The scout figured this would be his last season working in field trials, and that his employment by the handler would end soon. What to do when it happened occupied his thoughts briefly when he lay down to sleep, but only briefly before he fell asleep. 

The day of rest served the scout well, the handler less so. Next morning, the second day of the trial, their best dog would go down in the first brace. A first-year all-age, the handler and scout had high hopes for its future. Its owner would come to the trial and ride front—he had not seen it since the handler and scout had left for summer training. He had received postcard weekly reports from the handler at first, then the scout. His excitement was apparent on his face when he arrived at the Wheeler Plantation thirty minutes before breakaway, having driven from his home in Birmingham where he worked as a banker, on track he hoped to be president when the incumbent retired. 

The owner was shocked when he saw the handler. Taking the scout aside, he asked, “What has happened to him?” 

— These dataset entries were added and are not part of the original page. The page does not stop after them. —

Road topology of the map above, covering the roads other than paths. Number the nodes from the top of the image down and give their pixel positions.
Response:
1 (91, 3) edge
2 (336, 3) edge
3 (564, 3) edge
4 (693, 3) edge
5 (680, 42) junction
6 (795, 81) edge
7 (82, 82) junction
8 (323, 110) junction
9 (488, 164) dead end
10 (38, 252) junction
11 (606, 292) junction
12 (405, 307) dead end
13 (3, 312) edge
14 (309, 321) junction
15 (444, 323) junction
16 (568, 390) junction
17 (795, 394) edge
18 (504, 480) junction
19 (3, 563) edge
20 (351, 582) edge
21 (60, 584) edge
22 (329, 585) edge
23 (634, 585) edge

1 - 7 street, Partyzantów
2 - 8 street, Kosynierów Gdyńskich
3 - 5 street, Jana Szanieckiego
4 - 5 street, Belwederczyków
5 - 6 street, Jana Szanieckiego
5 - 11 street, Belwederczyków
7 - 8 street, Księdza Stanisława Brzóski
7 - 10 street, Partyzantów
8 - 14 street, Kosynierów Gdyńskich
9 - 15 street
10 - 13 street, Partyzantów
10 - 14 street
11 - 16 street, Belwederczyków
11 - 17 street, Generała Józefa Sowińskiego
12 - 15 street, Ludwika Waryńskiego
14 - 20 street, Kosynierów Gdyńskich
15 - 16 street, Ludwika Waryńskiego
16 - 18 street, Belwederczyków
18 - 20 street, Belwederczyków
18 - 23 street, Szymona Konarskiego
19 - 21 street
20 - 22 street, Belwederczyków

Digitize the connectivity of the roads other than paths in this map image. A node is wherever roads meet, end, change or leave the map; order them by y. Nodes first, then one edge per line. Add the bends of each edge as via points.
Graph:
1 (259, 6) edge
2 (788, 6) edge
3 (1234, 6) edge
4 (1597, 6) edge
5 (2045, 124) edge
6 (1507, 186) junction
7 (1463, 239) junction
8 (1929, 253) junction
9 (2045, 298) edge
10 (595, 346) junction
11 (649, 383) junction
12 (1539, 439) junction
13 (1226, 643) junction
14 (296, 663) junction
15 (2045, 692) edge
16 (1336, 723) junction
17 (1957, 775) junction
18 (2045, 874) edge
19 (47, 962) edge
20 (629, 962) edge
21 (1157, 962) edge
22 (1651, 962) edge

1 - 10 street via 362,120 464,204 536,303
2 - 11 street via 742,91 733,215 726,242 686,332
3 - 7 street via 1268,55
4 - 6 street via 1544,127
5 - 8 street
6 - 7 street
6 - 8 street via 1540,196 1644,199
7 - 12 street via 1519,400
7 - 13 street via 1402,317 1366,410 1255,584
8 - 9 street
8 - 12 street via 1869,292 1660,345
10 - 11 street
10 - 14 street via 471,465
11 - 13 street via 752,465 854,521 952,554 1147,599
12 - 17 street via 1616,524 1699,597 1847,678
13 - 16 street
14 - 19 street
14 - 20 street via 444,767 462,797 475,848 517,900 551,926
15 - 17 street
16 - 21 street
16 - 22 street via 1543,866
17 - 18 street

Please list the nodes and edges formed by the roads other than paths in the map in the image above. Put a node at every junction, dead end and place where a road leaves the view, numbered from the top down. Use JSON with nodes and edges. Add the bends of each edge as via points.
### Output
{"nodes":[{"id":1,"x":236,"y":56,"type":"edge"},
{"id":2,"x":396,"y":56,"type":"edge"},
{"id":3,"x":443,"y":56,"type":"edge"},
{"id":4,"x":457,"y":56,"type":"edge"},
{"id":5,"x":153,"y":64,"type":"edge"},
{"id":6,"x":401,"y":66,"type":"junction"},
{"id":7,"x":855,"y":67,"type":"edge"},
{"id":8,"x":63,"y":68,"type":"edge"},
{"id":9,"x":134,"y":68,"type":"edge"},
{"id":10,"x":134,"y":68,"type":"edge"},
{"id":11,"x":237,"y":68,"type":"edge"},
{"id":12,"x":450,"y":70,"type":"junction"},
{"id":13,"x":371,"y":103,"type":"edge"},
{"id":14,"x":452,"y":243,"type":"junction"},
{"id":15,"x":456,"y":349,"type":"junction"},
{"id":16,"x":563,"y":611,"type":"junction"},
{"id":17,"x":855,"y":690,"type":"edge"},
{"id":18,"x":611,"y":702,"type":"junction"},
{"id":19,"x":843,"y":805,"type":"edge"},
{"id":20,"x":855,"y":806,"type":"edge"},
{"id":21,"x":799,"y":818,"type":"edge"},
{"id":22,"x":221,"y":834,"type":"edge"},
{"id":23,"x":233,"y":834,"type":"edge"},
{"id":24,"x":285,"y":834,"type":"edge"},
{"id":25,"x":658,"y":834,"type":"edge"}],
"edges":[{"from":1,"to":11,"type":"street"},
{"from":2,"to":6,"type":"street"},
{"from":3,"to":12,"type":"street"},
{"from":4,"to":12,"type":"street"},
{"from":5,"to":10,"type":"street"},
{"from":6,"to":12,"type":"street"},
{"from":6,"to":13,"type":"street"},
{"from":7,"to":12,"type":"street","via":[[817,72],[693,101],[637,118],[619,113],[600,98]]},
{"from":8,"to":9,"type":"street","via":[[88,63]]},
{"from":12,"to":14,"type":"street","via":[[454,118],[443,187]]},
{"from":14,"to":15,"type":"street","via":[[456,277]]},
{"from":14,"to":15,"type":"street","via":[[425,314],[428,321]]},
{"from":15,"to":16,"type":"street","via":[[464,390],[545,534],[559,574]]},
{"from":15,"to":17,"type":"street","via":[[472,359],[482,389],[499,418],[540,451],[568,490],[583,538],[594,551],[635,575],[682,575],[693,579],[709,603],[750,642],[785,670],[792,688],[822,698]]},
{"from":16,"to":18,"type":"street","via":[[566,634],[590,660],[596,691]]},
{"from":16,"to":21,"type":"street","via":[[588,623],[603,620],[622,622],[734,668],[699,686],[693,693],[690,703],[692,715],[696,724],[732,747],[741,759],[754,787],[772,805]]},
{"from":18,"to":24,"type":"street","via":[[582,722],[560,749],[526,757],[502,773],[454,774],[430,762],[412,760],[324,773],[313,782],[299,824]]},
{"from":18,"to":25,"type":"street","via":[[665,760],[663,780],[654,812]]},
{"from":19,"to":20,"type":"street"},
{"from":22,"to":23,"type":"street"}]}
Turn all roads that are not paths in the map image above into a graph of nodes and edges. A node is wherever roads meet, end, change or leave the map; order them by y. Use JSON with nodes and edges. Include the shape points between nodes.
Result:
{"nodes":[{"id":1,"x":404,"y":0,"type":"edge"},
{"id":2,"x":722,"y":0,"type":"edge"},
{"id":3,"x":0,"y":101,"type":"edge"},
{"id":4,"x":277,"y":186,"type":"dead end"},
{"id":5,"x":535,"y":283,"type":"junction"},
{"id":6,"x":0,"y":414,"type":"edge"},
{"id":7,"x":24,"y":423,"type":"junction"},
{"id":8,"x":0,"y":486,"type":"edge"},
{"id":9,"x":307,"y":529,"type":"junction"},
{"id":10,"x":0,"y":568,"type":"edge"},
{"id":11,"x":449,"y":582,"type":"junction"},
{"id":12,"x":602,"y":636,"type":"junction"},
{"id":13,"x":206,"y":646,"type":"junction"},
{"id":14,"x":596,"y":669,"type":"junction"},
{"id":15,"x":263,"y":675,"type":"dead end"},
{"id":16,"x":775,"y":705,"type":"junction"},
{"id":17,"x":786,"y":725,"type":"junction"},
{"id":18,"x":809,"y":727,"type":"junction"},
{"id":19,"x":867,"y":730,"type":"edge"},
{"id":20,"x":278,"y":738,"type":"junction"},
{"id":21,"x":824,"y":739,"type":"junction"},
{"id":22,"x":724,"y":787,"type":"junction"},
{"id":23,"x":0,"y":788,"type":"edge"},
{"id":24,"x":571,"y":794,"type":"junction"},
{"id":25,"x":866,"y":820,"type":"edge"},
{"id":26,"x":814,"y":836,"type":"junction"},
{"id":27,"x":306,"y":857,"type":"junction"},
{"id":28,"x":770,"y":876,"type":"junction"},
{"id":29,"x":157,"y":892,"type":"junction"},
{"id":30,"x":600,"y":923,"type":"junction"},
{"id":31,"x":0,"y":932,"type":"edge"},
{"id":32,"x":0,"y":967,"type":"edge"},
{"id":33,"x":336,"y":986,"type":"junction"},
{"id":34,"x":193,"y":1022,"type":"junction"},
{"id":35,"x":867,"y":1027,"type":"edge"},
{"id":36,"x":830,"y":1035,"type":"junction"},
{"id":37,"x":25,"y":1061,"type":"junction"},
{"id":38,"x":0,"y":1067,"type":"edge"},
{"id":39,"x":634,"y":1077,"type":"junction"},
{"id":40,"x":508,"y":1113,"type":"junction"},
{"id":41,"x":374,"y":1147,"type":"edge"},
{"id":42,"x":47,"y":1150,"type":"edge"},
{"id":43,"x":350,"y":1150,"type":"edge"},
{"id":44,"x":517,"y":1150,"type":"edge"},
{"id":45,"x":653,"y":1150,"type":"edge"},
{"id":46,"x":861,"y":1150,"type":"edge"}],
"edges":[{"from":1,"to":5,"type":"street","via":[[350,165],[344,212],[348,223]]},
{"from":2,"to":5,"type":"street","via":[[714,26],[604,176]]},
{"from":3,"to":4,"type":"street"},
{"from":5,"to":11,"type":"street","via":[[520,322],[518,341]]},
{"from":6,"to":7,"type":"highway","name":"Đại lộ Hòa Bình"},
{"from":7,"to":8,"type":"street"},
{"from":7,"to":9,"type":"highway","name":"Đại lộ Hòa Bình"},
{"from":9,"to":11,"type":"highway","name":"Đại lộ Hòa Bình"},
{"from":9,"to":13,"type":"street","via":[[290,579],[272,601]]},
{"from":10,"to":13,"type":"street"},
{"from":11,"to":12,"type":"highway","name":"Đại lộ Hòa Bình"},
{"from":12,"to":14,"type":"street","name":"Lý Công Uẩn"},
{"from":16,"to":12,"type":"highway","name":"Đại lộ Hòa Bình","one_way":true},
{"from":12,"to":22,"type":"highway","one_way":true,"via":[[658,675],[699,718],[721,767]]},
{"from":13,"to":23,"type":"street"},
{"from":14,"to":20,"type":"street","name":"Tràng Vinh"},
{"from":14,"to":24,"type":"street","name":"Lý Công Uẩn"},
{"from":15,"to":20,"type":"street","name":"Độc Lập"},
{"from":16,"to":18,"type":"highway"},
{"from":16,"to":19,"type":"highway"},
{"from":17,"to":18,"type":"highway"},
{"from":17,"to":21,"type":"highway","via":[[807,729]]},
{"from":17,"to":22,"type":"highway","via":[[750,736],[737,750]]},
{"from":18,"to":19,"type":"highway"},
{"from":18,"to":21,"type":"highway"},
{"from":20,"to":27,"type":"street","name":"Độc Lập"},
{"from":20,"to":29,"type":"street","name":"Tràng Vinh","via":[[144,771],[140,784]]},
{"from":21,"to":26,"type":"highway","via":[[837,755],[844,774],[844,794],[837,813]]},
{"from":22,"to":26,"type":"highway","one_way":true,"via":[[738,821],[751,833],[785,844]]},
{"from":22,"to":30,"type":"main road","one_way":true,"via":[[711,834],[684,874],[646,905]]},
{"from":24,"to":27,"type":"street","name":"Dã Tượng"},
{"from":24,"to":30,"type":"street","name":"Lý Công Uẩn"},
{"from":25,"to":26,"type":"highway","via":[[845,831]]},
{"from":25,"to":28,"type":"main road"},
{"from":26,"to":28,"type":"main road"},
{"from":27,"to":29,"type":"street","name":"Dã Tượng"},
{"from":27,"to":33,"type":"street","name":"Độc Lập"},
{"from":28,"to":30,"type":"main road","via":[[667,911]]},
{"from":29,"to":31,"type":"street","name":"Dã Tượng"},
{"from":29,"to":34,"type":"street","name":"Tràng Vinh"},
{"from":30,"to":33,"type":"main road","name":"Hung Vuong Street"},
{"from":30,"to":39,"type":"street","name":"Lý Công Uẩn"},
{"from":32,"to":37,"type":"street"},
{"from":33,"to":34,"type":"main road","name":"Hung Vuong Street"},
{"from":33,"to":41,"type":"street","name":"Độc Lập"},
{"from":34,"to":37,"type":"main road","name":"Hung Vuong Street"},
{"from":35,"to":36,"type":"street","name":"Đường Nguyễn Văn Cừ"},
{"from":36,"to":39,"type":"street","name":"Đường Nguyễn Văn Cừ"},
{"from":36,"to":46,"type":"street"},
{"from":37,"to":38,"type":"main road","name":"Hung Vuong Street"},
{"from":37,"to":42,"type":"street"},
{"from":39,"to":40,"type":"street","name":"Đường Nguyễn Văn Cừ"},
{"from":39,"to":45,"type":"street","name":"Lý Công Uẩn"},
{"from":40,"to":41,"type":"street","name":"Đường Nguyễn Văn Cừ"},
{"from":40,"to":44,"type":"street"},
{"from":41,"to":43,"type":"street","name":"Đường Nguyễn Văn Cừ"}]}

“Not sure, Sir. I suspect cancer.” With that the scout said, “You ride front please Sir, and keep an eye out for me. I will be doing more than usual to guide your dog.” 

With that it was breakaway time. Their entry, a son ot Ariel out of a Bobbit-bred bitch, was a natural front runner. Its call name was Sam. The horse the scout rode was the one the handler usually rode when he handled in a morning brace. The scout was counting on Sam taking direction from the path of his mount as he rode just to the right of the gallery and slightly behind the judges. The owner quickly understood what the scout was doing. The handler rode like a zombie beside his fellow handler whose dog was short in range. 

Miraculously, it seemed to the owner but not to the scout, Sam was hunting a hell of a race, staying deep at the front and taking turn directions from the scout’s mount. When its hour ended the owner had flushed for Sam three times, the scout having asked permission for that before the breakaway. When a judge yelled “Pick him up!” (the other handler having picked up on his own motion mid-heat) no one riding doubted Sam had set a winning standard and was unlikely to be bested. 

The owner was thrilled. The handler was oblivious to what had happened. The scout saw the handler needed to get home to Selma where his wife could take charge of his care. He told the owner this and proposed he and the handler leave immediately, delegating the handling of their remaining entries to other handlers and scouts and leaving the horses for use by the owner who could ride front (he was sure to stay to the trial’s end to hear his Sam declared winner of the All-Age and see in the following derby stake the race of a derby he owned). The owner directed the scout to take his sedan to drive the handler home, then return to the trial. 

On the drive to Selma, the scout decided what he would do next. He would reenlist in the Army. (In two months he would be on a troop ship bound for Korea). He delivered the handler into the hands of his tearful wife before suppertime and after grabbing a pork chop sandwich prepared for him by the handler’s daughter drove back to the Wheeler Plantation. 

There he proposed to handle the remaining entries in the handler’s string. This proposal was rejected by the other handlers, despite lobbying by Sam’s owner (Black men were welcome as scouts, indeed most scouts were black men, but not as handlers in field trials in the south). 

Sam was declared winner of the hour All-Age, making him eligible for the National Championship the following February where he would be handled by Paul Walker. None of the team’s other entries placed. 

The handler died of stomach cancer the week after Christmas. Sam ran a creditable race at the National, where first-year dogs seldom showed well, much less won. 

The scout returned from Korea after the armistice and became manager of Sam’s owner’s plantation, purchased after his elevation to president of the bank.